▶ Extracted information
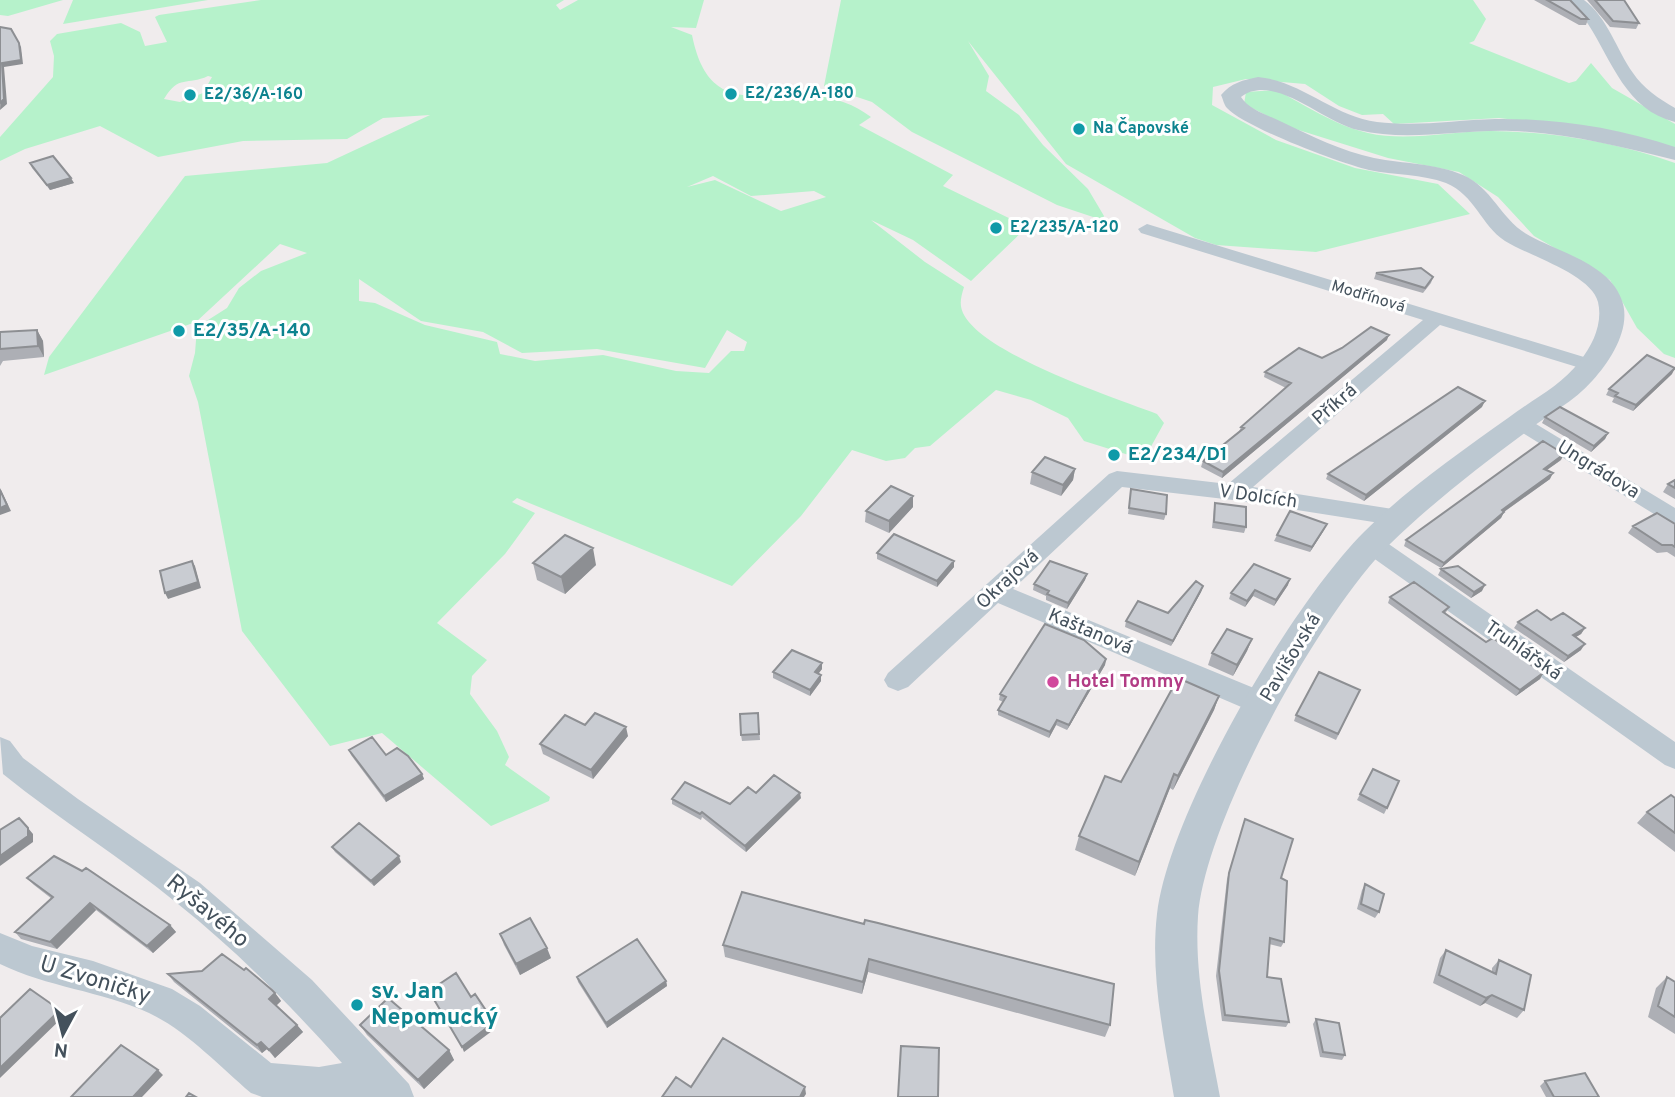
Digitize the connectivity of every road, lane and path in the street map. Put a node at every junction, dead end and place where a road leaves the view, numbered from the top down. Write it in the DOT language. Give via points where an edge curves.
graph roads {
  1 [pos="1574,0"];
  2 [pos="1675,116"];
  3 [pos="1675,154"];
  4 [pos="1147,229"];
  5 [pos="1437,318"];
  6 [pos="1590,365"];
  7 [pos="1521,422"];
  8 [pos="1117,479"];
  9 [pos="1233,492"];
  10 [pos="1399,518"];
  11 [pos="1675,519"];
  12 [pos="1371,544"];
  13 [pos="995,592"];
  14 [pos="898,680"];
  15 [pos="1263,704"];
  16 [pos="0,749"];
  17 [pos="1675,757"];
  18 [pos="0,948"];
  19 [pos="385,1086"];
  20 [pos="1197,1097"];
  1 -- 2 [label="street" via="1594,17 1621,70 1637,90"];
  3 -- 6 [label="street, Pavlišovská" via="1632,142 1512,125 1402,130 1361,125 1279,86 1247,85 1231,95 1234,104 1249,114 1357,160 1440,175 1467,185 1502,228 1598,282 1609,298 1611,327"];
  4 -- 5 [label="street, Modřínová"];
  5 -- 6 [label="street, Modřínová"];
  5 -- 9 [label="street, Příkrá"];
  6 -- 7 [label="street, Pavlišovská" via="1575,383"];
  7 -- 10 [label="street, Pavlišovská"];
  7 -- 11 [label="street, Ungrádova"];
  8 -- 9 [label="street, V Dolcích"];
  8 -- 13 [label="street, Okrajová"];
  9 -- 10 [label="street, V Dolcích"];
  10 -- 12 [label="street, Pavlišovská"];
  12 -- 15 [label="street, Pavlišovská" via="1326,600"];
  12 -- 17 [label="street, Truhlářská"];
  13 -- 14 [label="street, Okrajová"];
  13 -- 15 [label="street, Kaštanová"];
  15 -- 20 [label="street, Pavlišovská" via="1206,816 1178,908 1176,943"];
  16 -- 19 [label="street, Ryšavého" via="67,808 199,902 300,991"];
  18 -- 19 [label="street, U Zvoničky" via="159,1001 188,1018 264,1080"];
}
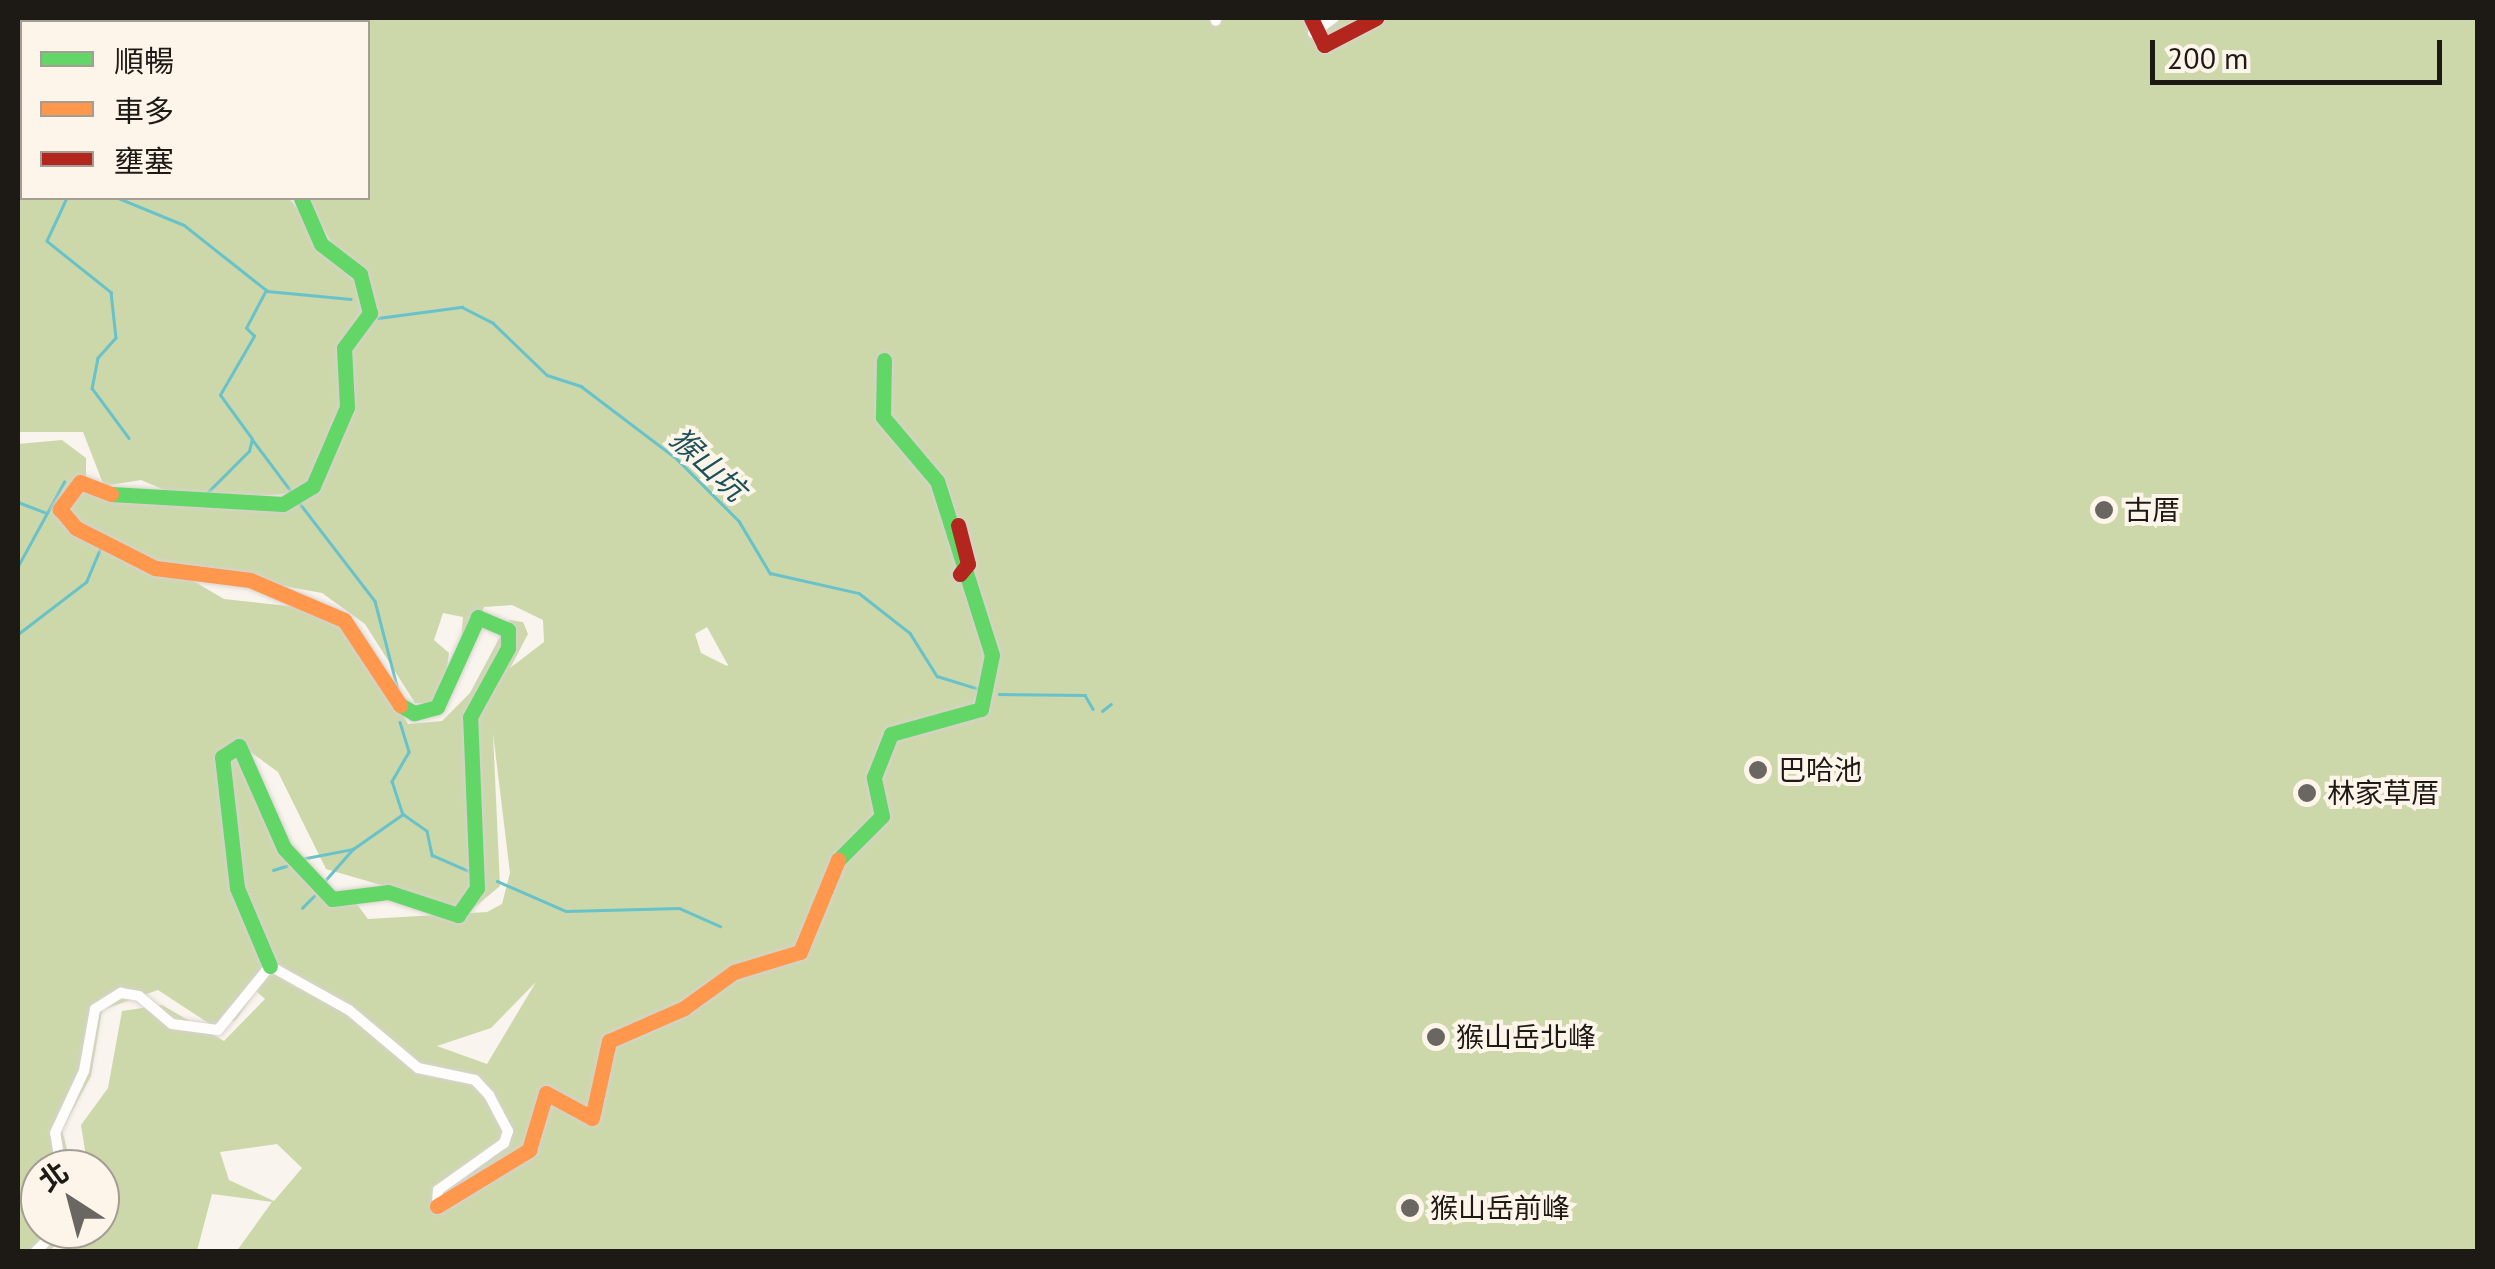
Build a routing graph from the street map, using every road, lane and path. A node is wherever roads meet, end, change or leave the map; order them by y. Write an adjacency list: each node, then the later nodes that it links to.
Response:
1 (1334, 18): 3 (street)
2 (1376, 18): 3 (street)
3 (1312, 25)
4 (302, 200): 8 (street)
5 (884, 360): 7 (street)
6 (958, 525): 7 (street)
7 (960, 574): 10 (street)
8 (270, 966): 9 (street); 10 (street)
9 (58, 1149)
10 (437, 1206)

▶ Assignment
Write the material above out again exactly. Omit every image.

▶ Task output
Digitize the connectivity of every road, lane and path in the street map. Put a node at every junction, dead end and place where a road leaves the view, numbered from the top down. Write it in the DOT language. Give via points where an edge curves.
graph roads {
  1 [pos="1574,0"];
  2 [pos="1675,116"];
  3 [pos="1675,154"];
  4 [pos="1147,229"];
  5 [pos="1437,318"];
  6 [pos="1590,365"];
  7 [pos="1521,422"];
  8 [pos="1117,479"];
  9 [pos="1233,492"];
  10 [pos="1399,518"];
  11 [pos="1675,519"];
  12 [pos="1371,544"];
  13 [pos="995,592"];
  14 [pos="898,680"];
  15 [pos="1263,704"];
  16 [pos="0,749"];
  17 [pos="1675,757"];
  18 [pos="0,948"];
  19 [pos="385,1086"];
  20 [pos="1197,1097"];
  1 -- 2 [label="street" via="1594,17 1621,70 1637,90"];
  3 -- 6 [label="street, Pavlišovská" via="1632,142 1512,125 1402,130 1361,125 1279,86 1247,85 1231,95 1234,104 1249,114 1357,160 1440,175 1467,185 1502,228 1598,282 1609,298 1611,327"];
  4 -- 5 [label="street, Modřínová"];
  5 -- 6 [label="street, Modřínová"];
  5 -- 9 [label="street, Příkrá"];
  6 -- 7 [label="street, Pavlišovská" via="1575,383"];
  7 -- 10 [label="street, Pavlišovská"];
  7 -- 11 [label="street, Ungrádova"];
  8 -- 9 [label="street, V Dolcích"];
  8 -- 13 [label="street, Okrajová"];
  9 -- 10 [label="street, V Dolcích"];
  10 -- 12 [label="street, Pavlišovská"];
  12 -- 15 [label="street, Pavlišovská" via="1326,600"];
  12 -- 17 [label="street, Truhlářská"];
  13 -- 14 [label="street, Okrajová"];
  13 -- 15 [label="street, Kaštanová"];
  15 -- 20 [label="street, Pavlišovská" via="1206,816 1178,908 1176,943"];
  16 -- 19 [label="street, Ryšavého" via="67,808 199,902 300,991"];
  18 -- 19 [label="street, U Zvoničky" via="159,1001 188,1018 264,1080"];
}
Build a routing graph from the street map, using every road, lane and path. A node is wherever roads meet, end, change or leave the map; order them by y. Write an adjacency list: each node, then the later nodes that it links to.
Response:
1 (1334, 18): 3 (street)
2 (1376, 18): 3 (street)
3 (1312, 25)
4 (302, 200): 8 (street)
5 (884, 360): 7 (street)
6 (958, 525): 7 (street)
7 (960, 574): 10 (street)
8 (270, 966): 9 (street); 10 (street)
9 (58, 1149)
10 (437, 1206)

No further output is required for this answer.